1世代前のボルボのデザインはそれこそ飾り気がほとんどなかった。見かけはノンプレミアムと言ってもよかった。そのボルボがXC90以降、にわかに華やいだイメージを持ちはじめたことについて、筆者はユーザーのプレミアムセグメントに対する過剰性の要求が強まっているご時勢だから致し方ないと思っていた。
だが、実際に風景の中に置いてみると、新世代デザインのV90は旧世代のボルボ車と同様に、風景に溶け込んでしまい、存在感をどーんと主張するようなことがなかった。各部に配された光り物であるモール類も実はとても細かく作られており、ちょっと距離を置いて見ると目立たなくなるようにデザインされていた。
もともとボルボは純粋なプレミアムブランドではなく、北欧の小国スウェーデンで作られる毛色の変わったクルマというイメージを抱かれていた。

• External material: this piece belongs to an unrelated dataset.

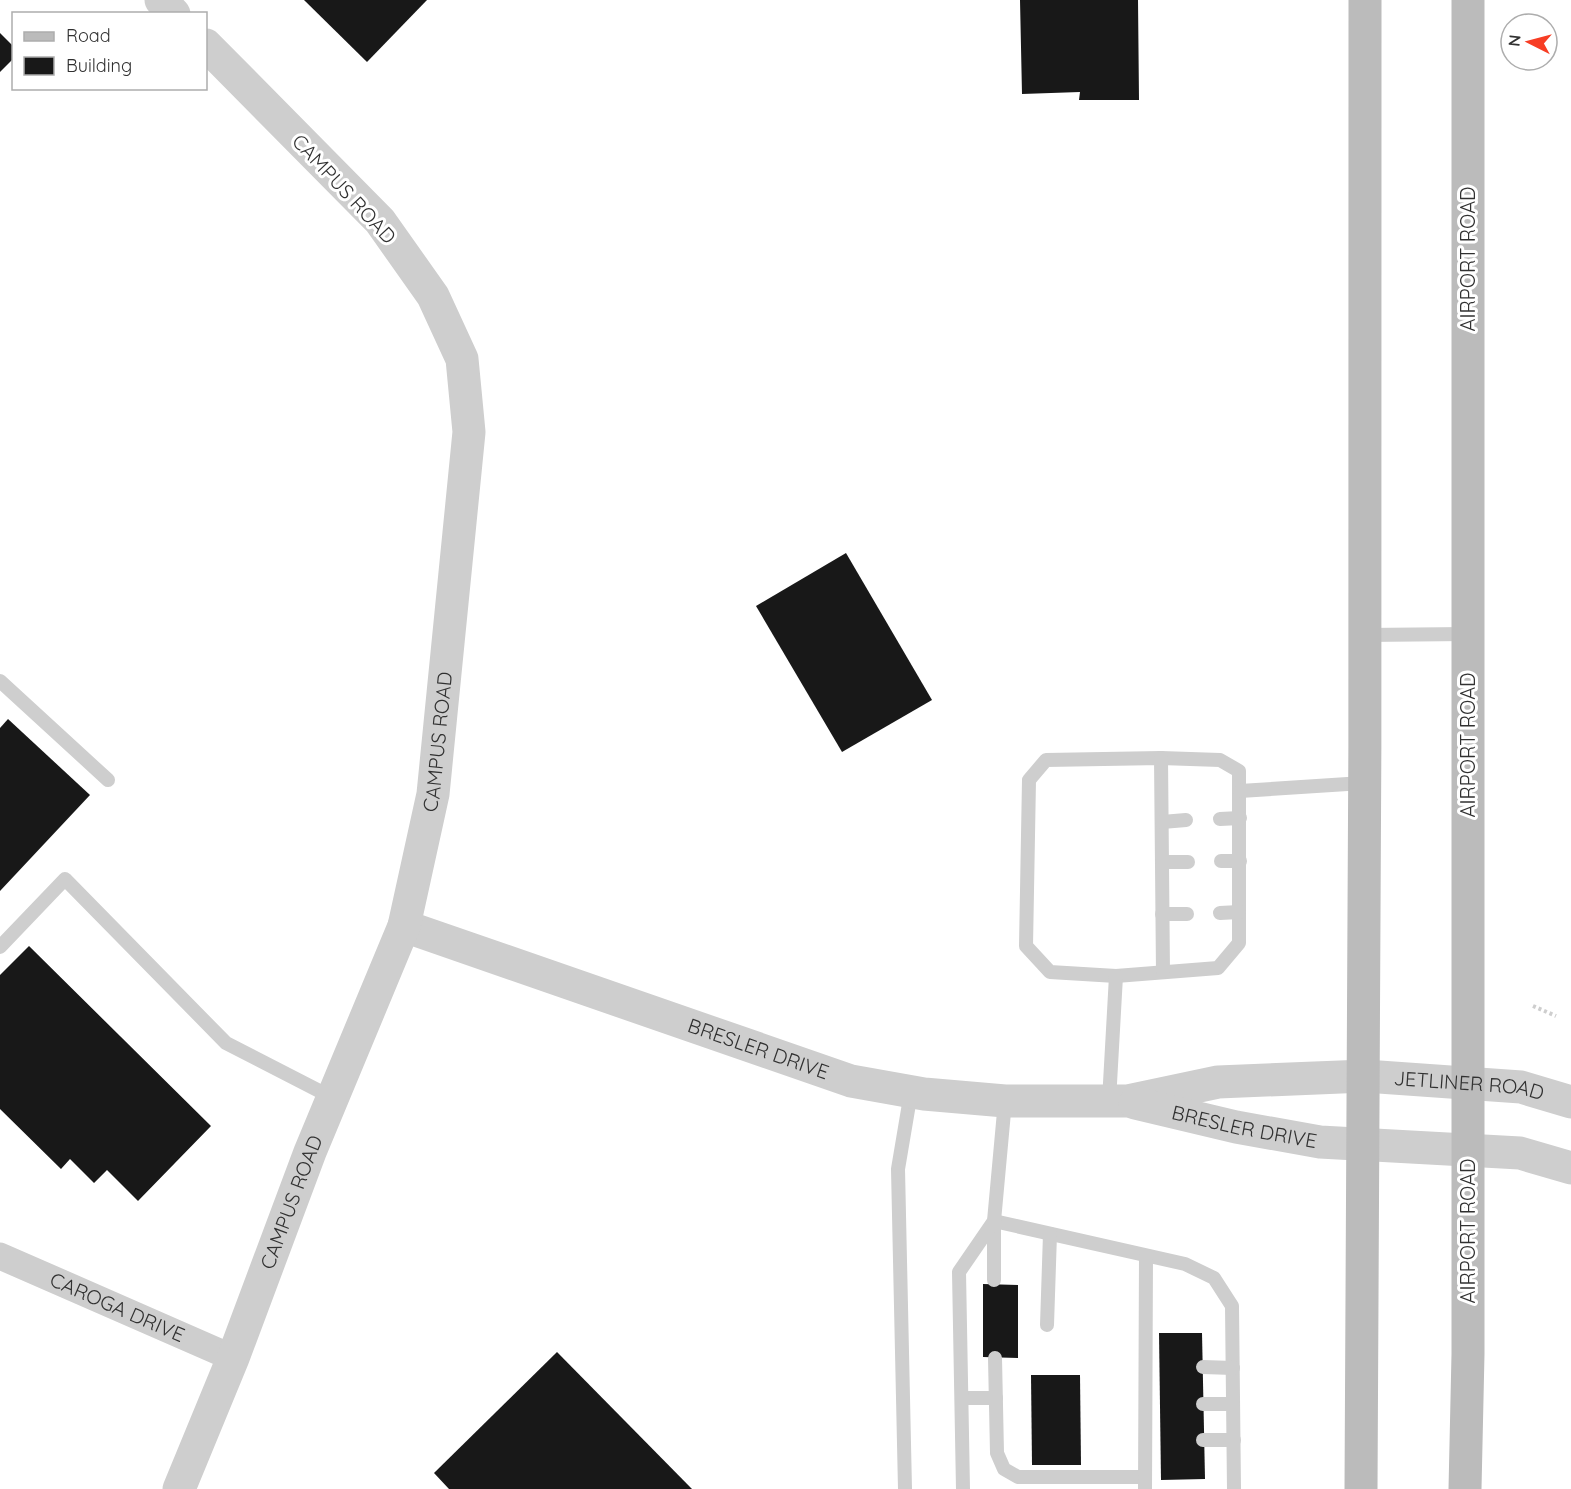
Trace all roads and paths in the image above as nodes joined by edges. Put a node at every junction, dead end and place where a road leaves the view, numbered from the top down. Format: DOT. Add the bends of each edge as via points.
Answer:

その特別さをプレミアムに転化できると踏んだのは、ボルボが中国の吉利汽車の傘下に入る前の親会社、米フォードだった。
環境技術、デジタル設計技術など、フォードの技術資産を移植したことで、ボルボのクルマづくりは一気に近代化された。一方で、デザインは常にライバルより地味で、プレミアムイメージという点では抑制的だった。
新世代ボルボのデザインも、実はその点についてはほとんど同質で、近くで見たときだけちょっぴり華やかに見えるようになったことだけが変化したポイントだ、
地味めだが高級車的なクルマづくりを貫いたことが、結果としてプレミアムセグメントのトレンドである過剰性に対するカウンター勢力という独自性を発揮し、それがブレイクのひとつの要因になっているのではないかと推察された。泣いても笑っても限られた台数しか生産する能力を持たないメーカーとしては、格好のニッチポジションを見つけたといったところだろう。